In the fall of 1970, an exciting movie appeared: the story of General George S. Patton, Jr., who had played such an important role in the awful War. We saw it in a drive-in theatre, on a big screen; and the figure of General Patton, saluting in front of the flag, filled the night sky. It bothered me when he slapped a soldier, but otherwise, I loved the movie; especially since it told about how great heroes from the past can come back to life through reincarnation, perhaps when they are most needed. Maybe this thought comforted General Patton as he lay dying with a broken neck, just another thrown-away doll like the German girls.
"Wait until the war is over, and we're both a little older, the war is over..." sang Jim Morrison, as I prepared to start junior high school. But we only thought he was singing about the Viet Nam war; the older War was not over, and in it, I had a role to play: I was rushing towards the ground like a plane making an emergency landing; or heading towards a plate-glass window, like a bird who thinks she's found a clear path to the light; or falling like Alice to the bottom of the hole on her way into Wonderland.

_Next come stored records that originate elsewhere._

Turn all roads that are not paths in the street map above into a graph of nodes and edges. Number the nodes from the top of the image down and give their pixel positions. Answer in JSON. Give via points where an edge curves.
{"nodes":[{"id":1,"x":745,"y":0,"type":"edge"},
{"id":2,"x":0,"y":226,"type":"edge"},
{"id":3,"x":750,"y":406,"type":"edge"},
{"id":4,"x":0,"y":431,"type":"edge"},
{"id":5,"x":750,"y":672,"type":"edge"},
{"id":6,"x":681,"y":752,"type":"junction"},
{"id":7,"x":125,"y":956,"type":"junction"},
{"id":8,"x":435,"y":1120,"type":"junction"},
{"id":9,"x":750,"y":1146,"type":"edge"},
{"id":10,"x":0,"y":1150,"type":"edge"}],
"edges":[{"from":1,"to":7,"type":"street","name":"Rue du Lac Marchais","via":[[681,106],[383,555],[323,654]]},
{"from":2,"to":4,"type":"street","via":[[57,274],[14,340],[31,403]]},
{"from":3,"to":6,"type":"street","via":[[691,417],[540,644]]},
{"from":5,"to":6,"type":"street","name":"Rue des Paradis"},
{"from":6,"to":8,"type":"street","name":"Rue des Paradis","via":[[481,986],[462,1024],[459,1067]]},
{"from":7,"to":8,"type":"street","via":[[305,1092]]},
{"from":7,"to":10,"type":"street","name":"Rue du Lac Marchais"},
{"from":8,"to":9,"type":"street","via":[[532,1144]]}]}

Beyond the glass, or at the bottom of the hole, sat a woman -- a tall, powerful woman, with dirty-looking skin, a haughty, drooping mouth, and huge, heavy- lidded eyes. Behind her was a stack of magazines peddling all sorts of drugs. Above her head, like a canopy, sat a shelf of books by Freud, bound in blue.
Perhaps someday there could be a book about me; and because so few Americans can read difficult books these days, maybe it could be a picture book. One illustration might show me as I tumble down, down, down, towards the Jewish woman , a woman as vindictive and hateful as any Red Russian Commissar.
"This woman hates me!" I cry.
"Then stop!" cries Albert Speer from his pretty gabled house. And, "Stop!" yells mad Rudolf Hess, still locked up in the Castle of Spandau. And "Stop, damn it, stop!" shouts General Patton, rubbing his sore neck as he paces the halls of Valhalla. In the book, I just might stop; and then, in the last picture, you would see the woman with dirty-looking skin, impaled on a stake and covered in burning petrol, with a sign marked "THIEF" round her neck. And elsewhere in the book, Albert Speer could arrive on a swan boat like Lohengrin, or sit brooding like the captive Prince in "Sleeping Beauty"....
In a castle dark,
Or a fortress strong, with chains upon his feet,
But heroes often fail,
And you won't read that book again,
Because the ending's just too hard to take.